El pastor no le oyó, porque ya estaba vuelto hacia la grey que apacentaba en la vaguada, por las riberas del regato, y emitía vigorosos y largos silbidos, cuyo eco corría por las laderas, y repetía gritando los nombres de sus perros, dos blancos mastines que al fin aparecieron por entre las ovejas y venían despacio, remolones, meneando la cola, perezosos de tener que acudir a las llamadas de su amo, el cual continuaba incitándolos con voces crecientes, hasta que al cabo ellos mismos, a unos doscientos pasos de distancia, llegaron a recibir en sus olfatos los vientos de la loba, y de repente crisparon sus mansos movimientos y sus pacíficas figuras, como súbitamente erizándose de guerra, y ya rompían en furioso correr, y atravesaban rugientes la maleza, apareciendo a blancos saltos por cima de las jaras, hasta hincar sus colmillos en el cuello de la loba malherida, sacudiéndolo y desgarrándolo entre sus fauces, con opacos rugidos, mientras la voz del pastor los azuzaba, encendida y triunfante, desde el centro del corro, y los hombres miraban en silencio. Luego, no conseguía ya el pastor despegar de la presa a sus mastines, después que los hubo dejado cebarse en sus carnes un par de minutos; y en cuanto hacía por apartarlos, metiéndoles el palo entre los dientes, se revolvían gruñendo contra él y retornaban, ensañados, a la garganta de la loba; la cual, cuando al fin la dejaron los perros, con todo el cuello desollado y macerado a dentelladas, aún conservaba, no obstante, un remoto y convulso movimiento de agonía. Y el pastor se acercó y le pisaba el hocico con la albarca y lo afianzó contra la tierra, y blandiendo en el aire la garrota, le rompió con un golpe certero la caja del cráneo, cuyos huesos crujieron al cascarse y hundírsele en el seso. Después el pastor se echó al suelo y se sentó junto a la loba muerta, y con la mano le anduvo rebuscando entre el pelo del vientre y tiró de un pezón y lo exprimía entre sus dedos, hasta sacarle un hilillo de leche, que saltó blanqueando entre las ingles de la loba y corría por su pelo de sombra y de maleza, a escurrir a la tierra, entre las verdes agujas de hierba de febrero. «Estaba criando», dijo el pastor al levantarse, mirando hacia los otros.
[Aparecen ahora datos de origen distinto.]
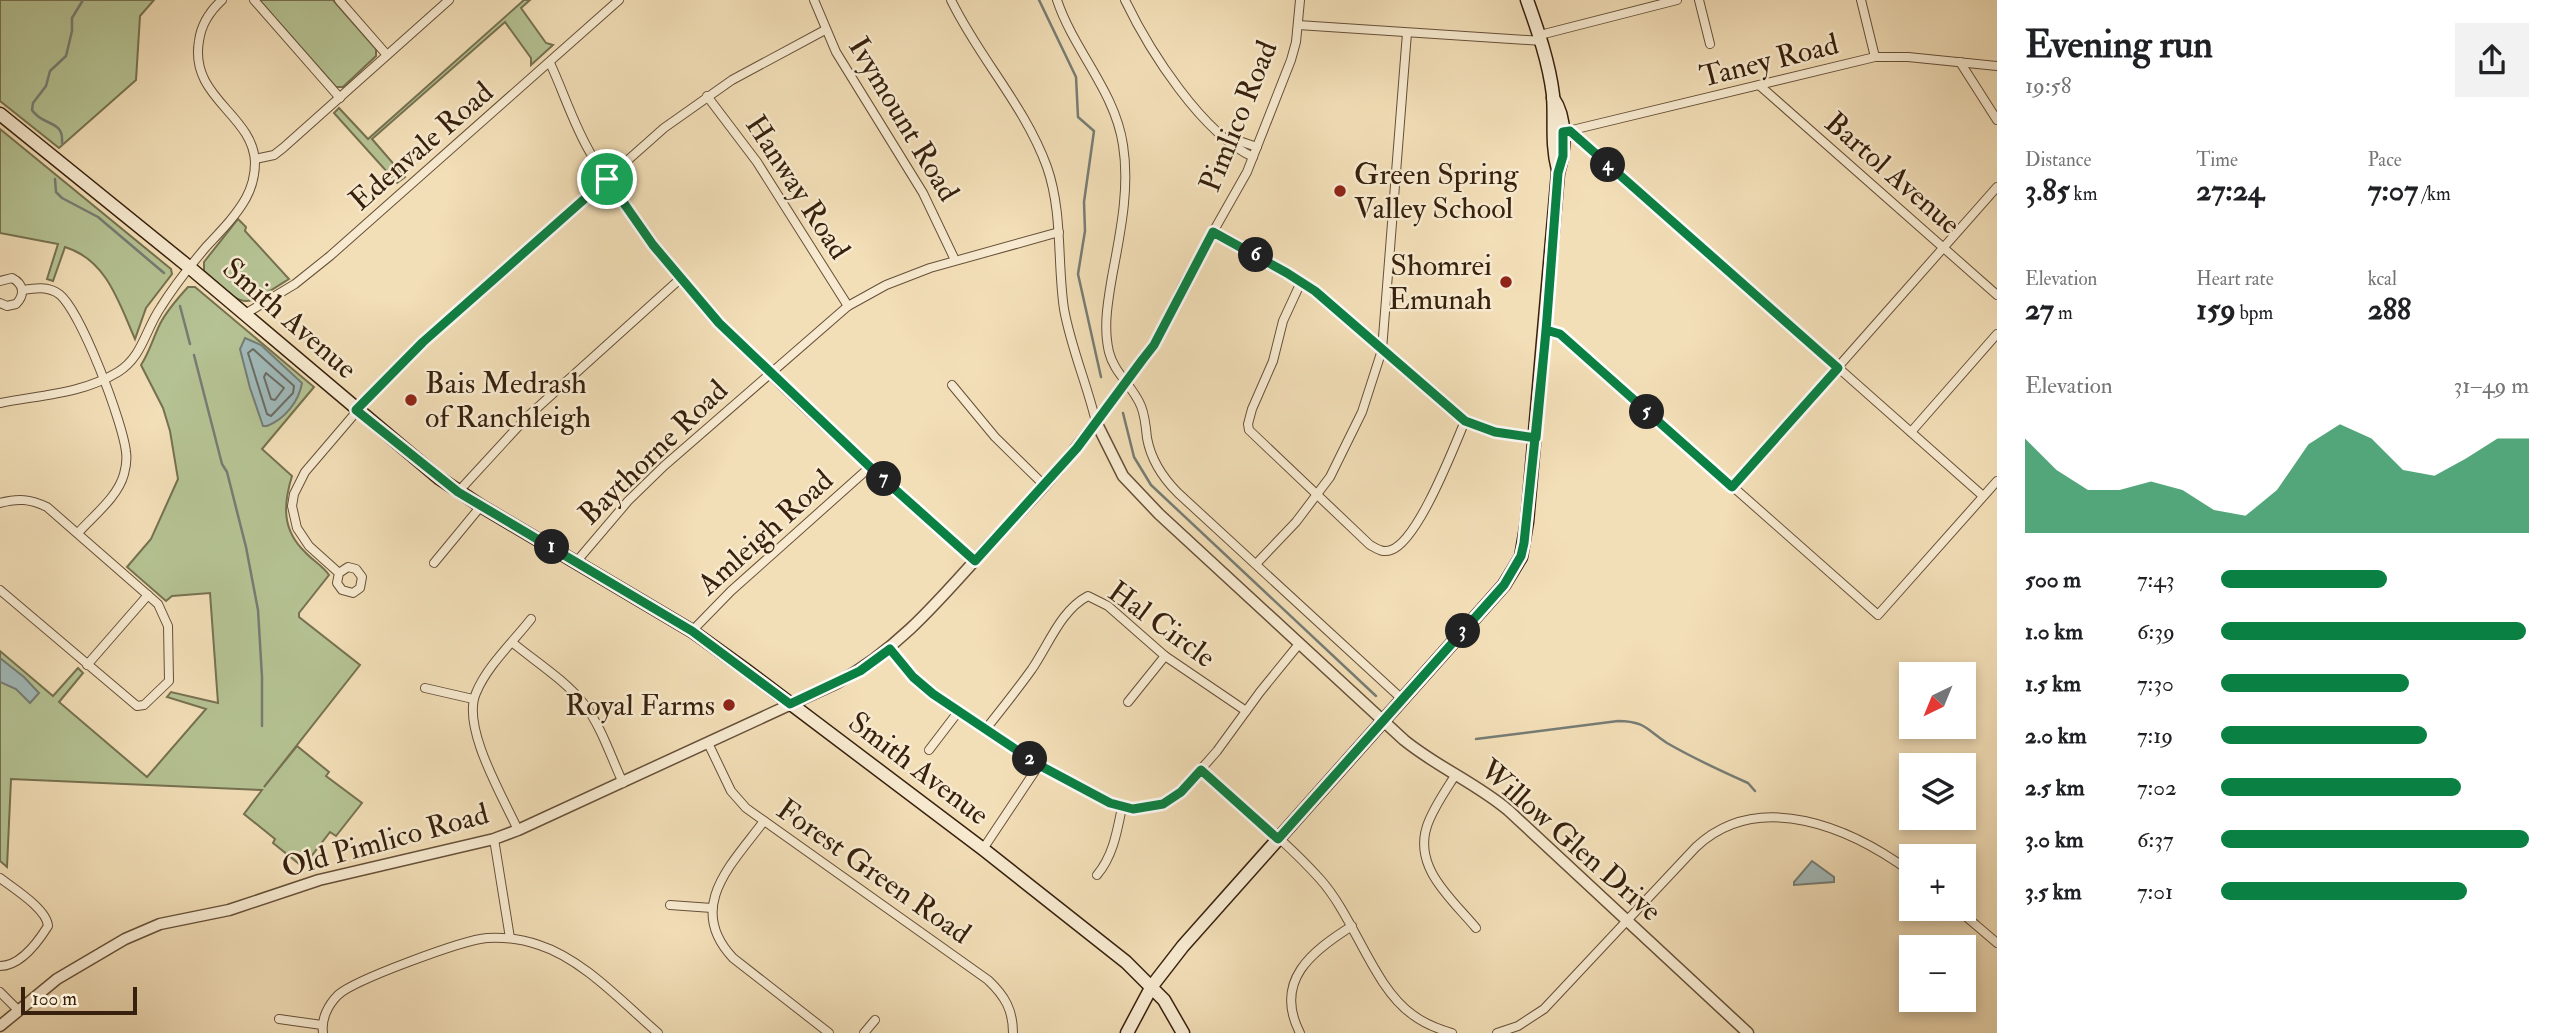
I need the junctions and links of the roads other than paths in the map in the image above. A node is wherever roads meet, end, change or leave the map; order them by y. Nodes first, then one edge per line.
1 (222, 0) edge
2 (254, 0) edge
3 (339, 0) edge
4 (449, 0) edge
5 (619, 0) edge
6 (814, 0) edge
7 (951, 0) edge
8 (1057, 0) edge
9 (1125, 0) edge
10 (1300, 0) edge
11 (1527, 0) edge
12 (1676, 0) edge
13 (1699, 0) edge
14 (1861, 0) edge
15 (1298, 25) junction
16 (825, 30) junction
17 (1407, 33) junction
18 (1541, 38) junction
19 (1710, 44) dead end
20 (387, 55) junction
21 (1875, 57) junction
22 (1960, 62) junction
23 (550, 63) junction
24 (1997, 66) edge
25 (1759, 85) junction
26 (707, 96) junction
27 (340, 98) junction
28 (0, 114) edge
29 (1997, 120) edge
30 (1562, 132) junction
31 (1230, 142) junction
32 (1257, 147) junction
33 (1253, 157) junction
34 (255, 159) junction
35 (607, 179) junction
36 (1997, 187) edge
37 (1059, 232) junction
38 (1213, 232) junction
39 (1944, 248) junction
40 (955, 260) junction
41 (189, 267) junction
42 (681, 279) junction
43 (0, 281) edge
44 (1301, 282) junction
45 (23, 290) junction
46 (1997, 295) edge
47 (0, 303) edge
48 (848, 306) junction
49 (245, 314) junction
50 (1546, 330) junction
51 (1997, 334) edge
52 (1382, 350) junction
53 (1838, 368) junction
54 (769, 372) junction
55 (104, 379) junction
56 (1125, 382) junction
57 (952, 385) dead end
58 (0, 403) edge
59 (356, 410) junction
60 (1465, 421) junction
61 (1096, 422) junction
62 (1911, 432) junction
63 (1536, 438) junction
64 (870, 467) junction
65 (1997, 481) edge
66 (1044, 485) junction
67 (1732, 487) junction
68 (458, 492) junction
69 (1317, 495) junction
70 (1983, 496) junction
71 (0, 503) edge
72 (481, 506) junction
73 (78, 533) junction
74 (577, 561) junction
75 (975, 561) junction
76 (434, 563) dead end
77 (1256, 564) junction
78 (340, 573) dead end
79 (0, 590) edge
80 (148, 595) junction
81 (531, 619) dead end
82 (692, 631) junction
83 (513, 643) junction
84 (1299, 644) junction
85 (890, 649) junction
86 (1165, 656) junction
87 (87, 664) junction
88 (425, 688) dead end
89 (473, 699) junction
90 (1402, 699) junction
91 (1128, 702) dead end
92 (790, 704) junction
93 (1247, 711) junction
94 (958, 712) junction
95 (1383, 722) junction
96 (985, 730) junction
97 (708, 743) junction
98 (929, 750) dead end
99 (1039, 765) junction
100 (1201, 770) junction
101 (1456, 774) junction
102 (623, 783) junction
103 (1122, 807) junction
104 (764, 821) junction
105 (518, 830) junction
106 (494, 839) junction
107 (1278, 839) junction
108 (983, 849) junction
109 (1899, 864) edge
110 (1097, 875) dead end
111 (0, 878) edge
112 (670, 905) dead end
113 (712, 908) junction
114 (1628, 921) junction
115 (1971, 921) edge
116 (1352, 926) junction
117 (1476, 928) dead end
118 (510, 938) junction
119 (1997, 943) edge
120 (0, 966) edge
121 (1152, 986) junction
122 (0, 992) edge
123 (18, 1010) junction
124 (279, 1019) dead end
125 (875, 1020) dead end
126 (0, 1026) edge
127 (322, 1029) edge
128 (658, 1033) edge
129 (829, 1033) edge
130 (864, 1033) edge
131 (1013, 1033) edge
132 (1127, 1033) edge
133 (1183, 1033) edge
134 (1300, 1033) edge
135 (1452, 1033) edge
136 (1497, 1033) edge
137 (1748, 1033) edge

1 - 34 street
2 - 27 street
3 - 20 street
4 - 20 street
5 - 23 street, Edenvale Road
6 - 16 street, Ivymount Road
7 - 37 street
8 - 56 street
9 - 31 street
10 - 15 street, Pimlico Road
11 - 18 main road
12 - 18 street
13 - 19 street
14 - 21 street
15 - 17 street
15 - 32 street, Pimlico Road
16 - 26 street
16 - 40 street, Ivymount Road
17 - 18 street
17 - 52 street
18 - 30 main road
20 - 27 street
21 - 22 street, Taney Road
21 - 25 street, Taney Road
22 - 24 street, Taney Road
22 - 29 street
23 - 35 street
23 - 49 street, Edenvale Road
25 - 30 street, Taney Road
25 - 39 street, Bartol Avenue
26 - 35 street
26 - 48 street, Hanway Road
27 - 34 street
28 - 41 main road, Smith Avenue
30 - 50 main road
30 - 53 street
31 - 32 street
31 - 33 street
32 - 33 street, Pimlico Road
33 - 38 street, Pimlico Road
34 - 41 street
35 - 42 street
35 - 59 street
36 - 39 street
37 - 40 street, Baythorne Road
37 - 61 street
38 - 44 street
38 - 56 street, Pimlico Road
39 - 46 street, Bartol Avenue
39 - 53 street
40 - 48 street, Baythorne Road
41 - 49 main road, Smith Avenue
41 - 55 street
42 - 54 street
42 - 68 street
43 - 45 street
44 - 52 street
44 - 69 street
45 - 47 street
45 - 55 street
48 - 54 street, Baythorne Road
49 - 59 main road, Smith Avenue
50 - 63 main road
50 - 67 street
51 - 62 street
52 - 60 street
52 - 69 street
53 - 62 street
53 - 67 street
54 - 64 street
54 - 74 street, Baythorne Road
55 - 58 street
55 - 73 street
56 - 61 street, Pimlico Road
56 - 77 street
57 - 66 street
59 - 68 main road, Smith Avenue
59 - 78 street
60 - 63 street
60 - 69 street
61 - 66 street, Pimlico Road
61 - 84 street, Willow Glen Drive
62 - 70 street
63 - 90 main road
64 - 75 street
64 - 82 street, Amleigh Road
65 - 70 street
66 - 75 street, Pimlico Road
67 - 70 street
68 - 72 main road, Smith Avenue
69 - 77 street
71 - 73 street
72 - 74 main road, Smith Avenue
72 - 76 street
73 - 80 street
74 - 82 main road, Smith Avenue
75 - 85 street, Pimlico Road
77 - 90 street
79 - 87 street
80 - 87 street
80 - 87 street
81 - 83 street
82 - 92 main road, Smith Avenue
83 - 89 street
83 - 102 street
84 - 93 street
84 - 95 street, Willow Glen Drive
85 - 92 street, Pimlico Road
85 - 94 street
86 - 91 street
86 - 93 street, Hal Circle
86 - 96 street, Hal Circle
88 - 89 street
89 - 105 street
90 - 95 main road
92 - 97 street, Old Pimlico Road
92 - 108 main road, Smith Avenue
93 - 100 street
94 - 96 street
94 - 98 street
95 - 101 street, Willow Glen Drive
95 - 107 main road
96 - 99 street
97 - 102 street, Old Pimlico Road
97 - 104 street, Forest Green Road
99 - 103 street
99 - 108 street
100 - 103 street
100 - 107 street
101 - 114 street, Willow Glen Drive
101 - 117 street
102 - 105 street, Old Pimlico Road
103 - 110 street
104 - 113 street
104 - 131 street, Forest Green Road
105 - 106 street, Old Pimlico Road
106 - 118 street
106 - 123 street, Old Pimlico Road
107 - 116 street
107 - 121 main road
108 - 121 main road, Smith Avenue
109 - 114 street
111 - 120 street
112 - 113 street
113 - 129 street
114 - 136 street
114 - 137 street, Willow Glen Drive
115 - 119 street
116 - 134 street
116 - 135 street
118 - 127 street
118 - 128 street
121 - 132 main road
121 - 133 main road, Smith Avenue
122 - 123 street
123 - 126 street, Old Pimlico Road
124 - 127 street
125 - 130 street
En esto ya venían los batidores y fueron desfilando por delante de la loba, contentos del resultado que había tenido la jornada, y después la quisieron cargar en un caballo, pero el caballo sentía repeluco y empezó a pegar coces y respingos y no se dejaba echar la loba encima, y la tuvieron que amarrar con una cuerda por el cuello y llevarla dos hombres; el uno la traía por el rabo y el otro por el cabo de la cuerda, y así no se manchaban con la sangre. Era una loba muy grande y arrastraban las patas por el suelo, conforme la llevaban, y ya acudían al encuentro de ella dos hombres de una huerta y un yegüero y una media docena de niños, a la salida de la mancha, cuando todo el tropel de cazadores venía descendiendo la ladera. Los chicos le hicieron muchos aspavientos y le tocaban el cuerpo maltratado, y algunos la agarraban por las patas, como si fuese por decir que ellos también la iban llevando con los hombres. Uno pasó toda la mano por la carne del cuello de la loba y la sacó llena de sangre, y luego gastaba bromas a las niñas, porque les iba con aquella mano, a mancharles la cara en un descuido. El alcalde venía retrasado, cojeando, con dos concejales, uno de ellos el que había dado muerte a la loba, y el pastor les andaba insistiendo que bajaran al chozo y pararan allí a mediodía, que él tenía mucho gusto de matarles un par de cabritos y aviados enseguida y que comieran todos, como haciendo una miaja de fiesta, ya que habían despachado tan temprano, que no serían ni las once, y ya les quedaría toda la tarde por delante para coger la camioneta y volverse hacia el pueblo a buena hora, porque él sentía que era el primero que les tenía que estar agradecido, y que un par de cabritos no irían a parte ninguna, equiparados al valor de los daños que le habían quitado de encima al ganado, dándole muerte a aquella loba tan golosa y tan tuna y perversa, y que además ya no había remedio, porque había mandado recado por delante, y ya sentía llorar a los cabritos, «escuche… ¿no los oye? —le decía—, ¿no siente cómo lloran?», que los estaban degollando ahora mismo, allá enfrente, en la majada.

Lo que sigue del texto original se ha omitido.